Breaking the Barriers in Learning Mandarin Chinese

As complex as it seems on first glance, Mandarin Chinese is remarkably easy to get the hang of. The main challenges most adult learners face are the tones and the large volume of characters, which can be mastered with practice.

Learning a new language unlocks one’s ability to communicate with a larger segment of the world’s population. By learning Mandarin Chinese, for instance, one can speak to and understand more than 955 million native speakers—more than any other language on Earth.

Chinese seems like a daunting language to learn; after all, a logographic script that does not correspond to an alphabet will boggle the mind of a speaker of a European language. But appearances can be deceiving.

As a language, the spoken dialects of Chinese are remarkably simple in terms of grammar. Sentence structures in Chinese are simple in construction and the most complex sentence structures are rarely too difficult for the intermediate learner to grasp. Mandarin, for instance, has a rather simple tense structure and, unlike Romance languages, Mandarin Chinese does not have gender-specific nouns and pronouns and no need to distinguish between singular and plural noun forms.

What stands as the biggest challenge in learning Chinese are the tones and the written language itself, which can be daunting even for educators. Getting acquainted with the language doesn’t take that much time to learn, and teachers with access to books on the Chinese language can get the hang of the vocabulary with practice.

Hanzi

Written Chinese characters (Hanzi) represent one of the most daunting aspects of the Chinese language. The two variants of written Chinese (simplified and traditional) are logographic, with each symbol representing a new word. Historically, the language being written this way made it easier for people speaking disparate regional languages and dialects throughout the country to read signs and edicts.
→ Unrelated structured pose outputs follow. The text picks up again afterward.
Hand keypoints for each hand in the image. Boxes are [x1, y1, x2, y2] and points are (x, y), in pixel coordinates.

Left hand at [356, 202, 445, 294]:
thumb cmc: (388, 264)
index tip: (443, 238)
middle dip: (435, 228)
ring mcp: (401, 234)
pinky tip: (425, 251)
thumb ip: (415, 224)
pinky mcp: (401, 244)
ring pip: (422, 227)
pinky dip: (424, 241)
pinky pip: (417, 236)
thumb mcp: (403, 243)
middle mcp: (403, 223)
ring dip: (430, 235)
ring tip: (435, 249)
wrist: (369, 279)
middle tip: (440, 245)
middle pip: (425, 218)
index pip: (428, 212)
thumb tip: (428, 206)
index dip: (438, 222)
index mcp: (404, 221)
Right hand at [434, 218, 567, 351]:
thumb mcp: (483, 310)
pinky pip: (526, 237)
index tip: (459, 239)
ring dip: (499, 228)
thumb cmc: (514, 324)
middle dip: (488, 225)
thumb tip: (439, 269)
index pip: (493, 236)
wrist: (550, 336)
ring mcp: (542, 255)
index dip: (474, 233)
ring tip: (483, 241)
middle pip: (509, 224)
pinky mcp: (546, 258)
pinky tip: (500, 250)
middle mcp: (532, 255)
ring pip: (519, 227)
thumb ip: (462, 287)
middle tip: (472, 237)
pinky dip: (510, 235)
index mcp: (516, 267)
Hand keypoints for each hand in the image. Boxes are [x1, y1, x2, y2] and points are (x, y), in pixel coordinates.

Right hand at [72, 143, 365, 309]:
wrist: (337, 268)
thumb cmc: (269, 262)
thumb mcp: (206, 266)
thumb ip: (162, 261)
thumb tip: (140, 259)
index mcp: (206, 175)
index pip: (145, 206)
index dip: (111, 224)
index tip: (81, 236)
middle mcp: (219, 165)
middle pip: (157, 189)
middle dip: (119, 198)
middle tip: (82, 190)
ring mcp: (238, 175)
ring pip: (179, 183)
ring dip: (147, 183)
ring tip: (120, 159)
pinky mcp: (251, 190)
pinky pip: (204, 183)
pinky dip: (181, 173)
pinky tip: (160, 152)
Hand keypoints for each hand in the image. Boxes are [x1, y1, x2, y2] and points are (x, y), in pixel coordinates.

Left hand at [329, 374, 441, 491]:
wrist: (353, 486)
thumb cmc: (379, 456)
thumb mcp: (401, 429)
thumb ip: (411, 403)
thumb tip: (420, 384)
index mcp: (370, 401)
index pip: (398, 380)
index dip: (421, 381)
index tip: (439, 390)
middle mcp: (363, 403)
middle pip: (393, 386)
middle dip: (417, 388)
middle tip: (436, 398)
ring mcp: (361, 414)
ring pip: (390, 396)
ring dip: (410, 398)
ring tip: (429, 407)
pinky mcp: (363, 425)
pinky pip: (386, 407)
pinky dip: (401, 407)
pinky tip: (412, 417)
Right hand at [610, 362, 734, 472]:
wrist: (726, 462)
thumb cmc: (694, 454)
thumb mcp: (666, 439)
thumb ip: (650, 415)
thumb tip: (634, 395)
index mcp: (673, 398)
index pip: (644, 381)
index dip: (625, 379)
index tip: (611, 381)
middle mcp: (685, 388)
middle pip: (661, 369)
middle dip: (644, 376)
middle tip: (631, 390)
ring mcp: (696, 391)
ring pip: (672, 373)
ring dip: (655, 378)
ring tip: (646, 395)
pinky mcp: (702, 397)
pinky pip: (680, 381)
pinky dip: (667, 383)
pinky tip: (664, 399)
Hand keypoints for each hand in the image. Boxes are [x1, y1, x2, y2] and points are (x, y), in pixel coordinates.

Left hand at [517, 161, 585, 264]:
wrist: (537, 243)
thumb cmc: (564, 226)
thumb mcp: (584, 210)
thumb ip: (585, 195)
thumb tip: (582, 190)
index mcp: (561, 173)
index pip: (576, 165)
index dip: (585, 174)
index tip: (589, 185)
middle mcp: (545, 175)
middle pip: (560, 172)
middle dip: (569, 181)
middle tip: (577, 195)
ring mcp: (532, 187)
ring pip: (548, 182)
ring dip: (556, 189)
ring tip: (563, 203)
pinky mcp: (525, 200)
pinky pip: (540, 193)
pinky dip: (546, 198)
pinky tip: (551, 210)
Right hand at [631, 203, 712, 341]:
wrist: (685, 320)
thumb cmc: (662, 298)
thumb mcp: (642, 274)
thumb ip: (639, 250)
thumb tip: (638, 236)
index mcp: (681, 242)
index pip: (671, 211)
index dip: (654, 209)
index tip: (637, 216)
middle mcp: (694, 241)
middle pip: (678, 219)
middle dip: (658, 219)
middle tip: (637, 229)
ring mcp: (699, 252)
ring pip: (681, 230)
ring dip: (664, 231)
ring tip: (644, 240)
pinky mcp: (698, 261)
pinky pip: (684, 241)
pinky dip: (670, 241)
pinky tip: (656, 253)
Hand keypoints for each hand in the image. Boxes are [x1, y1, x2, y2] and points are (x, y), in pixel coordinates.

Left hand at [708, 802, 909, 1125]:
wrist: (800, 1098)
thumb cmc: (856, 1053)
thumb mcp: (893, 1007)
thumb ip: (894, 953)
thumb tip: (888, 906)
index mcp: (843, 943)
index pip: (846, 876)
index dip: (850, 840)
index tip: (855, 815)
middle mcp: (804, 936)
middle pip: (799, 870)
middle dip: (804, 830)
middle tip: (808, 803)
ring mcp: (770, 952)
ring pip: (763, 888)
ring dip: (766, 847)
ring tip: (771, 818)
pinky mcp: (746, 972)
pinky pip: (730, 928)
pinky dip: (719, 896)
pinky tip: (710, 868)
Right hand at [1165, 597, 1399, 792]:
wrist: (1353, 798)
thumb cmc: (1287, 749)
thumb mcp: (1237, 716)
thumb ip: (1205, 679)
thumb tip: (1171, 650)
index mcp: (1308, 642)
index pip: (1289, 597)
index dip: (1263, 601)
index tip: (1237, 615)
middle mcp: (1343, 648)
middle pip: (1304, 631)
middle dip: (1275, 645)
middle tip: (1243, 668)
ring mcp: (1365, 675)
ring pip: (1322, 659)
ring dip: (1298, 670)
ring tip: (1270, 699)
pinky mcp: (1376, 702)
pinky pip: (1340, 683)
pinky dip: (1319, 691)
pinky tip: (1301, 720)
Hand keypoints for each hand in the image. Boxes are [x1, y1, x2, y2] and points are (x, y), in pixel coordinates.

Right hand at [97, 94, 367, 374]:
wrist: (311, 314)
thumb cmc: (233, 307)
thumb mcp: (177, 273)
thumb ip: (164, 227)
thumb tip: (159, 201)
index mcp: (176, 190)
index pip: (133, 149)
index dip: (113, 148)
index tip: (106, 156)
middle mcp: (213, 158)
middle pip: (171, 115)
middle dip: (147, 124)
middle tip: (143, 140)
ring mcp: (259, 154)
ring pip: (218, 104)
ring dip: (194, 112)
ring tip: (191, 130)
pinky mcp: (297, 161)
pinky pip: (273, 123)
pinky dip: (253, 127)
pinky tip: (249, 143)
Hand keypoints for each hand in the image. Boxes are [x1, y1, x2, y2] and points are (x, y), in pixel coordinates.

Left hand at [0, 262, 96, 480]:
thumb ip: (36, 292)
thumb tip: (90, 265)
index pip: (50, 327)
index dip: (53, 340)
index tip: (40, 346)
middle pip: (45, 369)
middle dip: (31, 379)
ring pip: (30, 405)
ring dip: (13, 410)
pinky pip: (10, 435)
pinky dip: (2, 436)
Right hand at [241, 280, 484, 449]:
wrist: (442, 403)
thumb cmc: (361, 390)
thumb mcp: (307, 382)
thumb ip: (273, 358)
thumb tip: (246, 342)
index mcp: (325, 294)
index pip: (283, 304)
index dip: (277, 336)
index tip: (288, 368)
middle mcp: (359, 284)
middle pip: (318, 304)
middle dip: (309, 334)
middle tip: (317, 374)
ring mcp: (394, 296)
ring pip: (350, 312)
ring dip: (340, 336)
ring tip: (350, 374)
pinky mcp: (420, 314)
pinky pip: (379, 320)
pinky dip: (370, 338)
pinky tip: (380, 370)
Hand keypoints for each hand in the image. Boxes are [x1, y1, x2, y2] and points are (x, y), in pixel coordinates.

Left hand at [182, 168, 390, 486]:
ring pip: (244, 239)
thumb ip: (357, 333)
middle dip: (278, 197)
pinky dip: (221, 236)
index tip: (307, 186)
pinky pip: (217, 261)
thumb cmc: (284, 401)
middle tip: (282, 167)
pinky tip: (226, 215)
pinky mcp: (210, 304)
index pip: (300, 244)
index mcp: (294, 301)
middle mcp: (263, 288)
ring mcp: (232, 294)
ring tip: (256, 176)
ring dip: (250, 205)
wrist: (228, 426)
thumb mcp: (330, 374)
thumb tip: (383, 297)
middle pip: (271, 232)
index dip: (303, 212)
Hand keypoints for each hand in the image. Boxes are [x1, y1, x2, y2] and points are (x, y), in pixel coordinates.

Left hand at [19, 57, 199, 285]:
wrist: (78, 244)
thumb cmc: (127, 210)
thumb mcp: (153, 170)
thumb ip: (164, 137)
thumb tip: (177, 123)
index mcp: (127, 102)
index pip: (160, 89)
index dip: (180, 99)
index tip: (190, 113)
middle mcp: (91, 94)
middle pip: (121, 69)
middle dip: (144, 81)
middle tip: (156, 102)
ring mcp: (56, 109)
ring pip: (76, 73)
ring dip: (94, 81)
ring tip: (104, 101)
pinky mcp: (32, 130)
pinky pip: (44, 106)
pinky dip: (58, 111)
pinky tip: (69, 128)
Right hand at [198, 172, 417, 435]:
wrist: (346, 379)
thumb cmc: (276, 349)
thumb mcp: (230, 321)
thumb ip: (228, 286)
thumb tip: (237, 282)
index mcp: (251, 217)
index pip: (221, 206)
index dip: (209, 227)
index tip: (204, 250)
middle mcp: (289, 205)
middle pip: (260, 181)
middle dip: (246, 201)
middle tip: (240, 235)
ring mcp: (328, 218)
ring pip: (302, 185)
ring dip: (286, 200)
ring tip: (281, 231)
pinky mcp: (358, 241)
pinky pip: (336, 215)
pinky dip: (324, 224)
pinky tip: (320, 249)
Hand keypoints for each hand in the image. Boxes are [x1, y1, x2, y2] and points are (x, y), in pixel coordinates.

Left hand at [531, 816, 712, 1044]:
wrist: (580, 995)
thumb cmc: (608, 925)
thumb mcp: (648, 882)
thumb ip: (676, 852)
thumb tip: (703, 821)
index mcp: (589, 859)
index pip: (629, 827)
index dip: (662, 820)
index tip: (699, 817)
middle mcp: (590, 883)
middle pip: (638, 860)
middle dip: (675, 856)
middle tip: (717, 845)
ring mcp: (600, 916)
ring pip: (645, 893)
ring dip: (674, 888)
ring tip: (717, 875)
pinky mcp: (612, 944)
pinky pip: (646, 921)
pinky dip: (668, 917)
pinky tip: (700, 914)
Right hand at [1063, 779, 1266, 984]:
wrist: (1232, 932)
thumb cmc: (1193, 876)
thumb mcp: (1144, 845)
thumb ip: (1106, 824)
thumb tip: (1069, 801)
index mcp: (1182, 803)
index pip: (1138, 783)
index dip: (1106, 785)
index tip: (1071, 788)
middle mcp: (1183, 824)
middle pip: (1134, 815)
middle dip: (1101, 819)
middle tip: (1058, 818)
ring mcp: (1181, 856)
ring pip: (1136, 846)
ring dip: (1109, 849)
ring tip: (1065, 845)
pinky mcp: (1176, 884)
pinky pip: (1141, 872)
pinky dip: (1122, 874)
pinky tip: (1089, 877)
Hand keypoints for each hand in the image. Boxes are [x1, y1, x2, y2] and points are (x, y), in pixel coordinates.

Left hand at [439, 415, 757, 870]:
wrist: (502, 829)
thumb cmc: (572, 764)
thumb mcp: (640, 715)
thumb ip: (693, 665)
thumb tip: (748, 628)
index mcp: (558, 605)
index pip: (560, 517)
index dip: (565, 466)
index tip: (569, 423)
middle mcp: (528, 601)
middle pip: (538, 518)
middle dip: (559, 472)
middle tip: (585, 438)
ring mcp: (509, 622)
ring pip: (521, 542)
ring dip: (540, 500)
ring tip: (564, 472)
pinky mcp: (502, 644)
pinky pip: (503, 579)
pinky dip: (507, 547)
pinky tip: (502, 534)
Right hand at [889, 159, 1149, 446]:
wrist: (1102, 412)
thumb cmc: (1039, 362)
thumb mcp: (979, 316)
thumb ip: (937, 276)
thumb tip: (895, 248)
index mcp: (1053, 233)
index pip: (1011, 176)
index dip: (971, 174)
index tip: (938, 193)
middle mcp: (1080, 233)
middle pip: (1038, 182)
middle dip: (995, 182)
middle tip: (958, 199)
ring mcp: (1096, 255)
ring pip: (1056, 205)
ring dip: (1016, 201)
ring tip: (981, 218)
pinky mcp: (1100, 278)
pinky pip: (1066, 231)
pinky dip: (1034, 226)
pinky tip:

Then as now, studying the complexities of written Chinese takes several years, and most Western learners often learn a specific spoken Chinese language before attempting to take on the complexities of written Chinese. Fortunately, of the more than 50,000 logographic characters used in written Chinese, only a few thousand are in frequent-enough circulation to be learned by an average speaker, making the task of learning the written language a lot less difficult than it first appears.

Tonal complexity

learningBesides the complexities of Hanzi, there is also the matter of learning the tones and pronunciations of Romanized Chinese. Most Chinese languages are tonal. The Chinese many foreigners today learn, Mandarin, is a sterling example of this, with five different tones. Many words in Mandarin are pronounced similarly, differing only in tone; others are homophones and are distinguished only by the characters as written or by context. At least one poem, translated in English as The Lion-eating Poet in the Stone Den, comprises 120 different characters that are all pronounced “shi” in varying tones.

When learning the tones, a little wariness is to be expected. After all, homophones can lead to embarrassing situations when a simple tone change can lead to a respectful request turning into something ridiculous. Indeed, Chinese humor is rife with wordplay.

Most of these tones and pronunciations are transliterated to the Roman alphabet using the Modern Pinyin system, which has since displaced the Yale and Wade-Giles systems of Romanization that would have sounded more intuitive for some speakers. Writing and reading Pinyin transliterations is often the non-Chinese learner’s introduction to the Chinese language. Once mastered, Pinyin transliterations are the first step toward understanding the tones and nuances of Chinese for the foreign learner accustomed to Roman.

Tones are learned by practice. As a learner continues to learn the words, the tones fall into place gradually.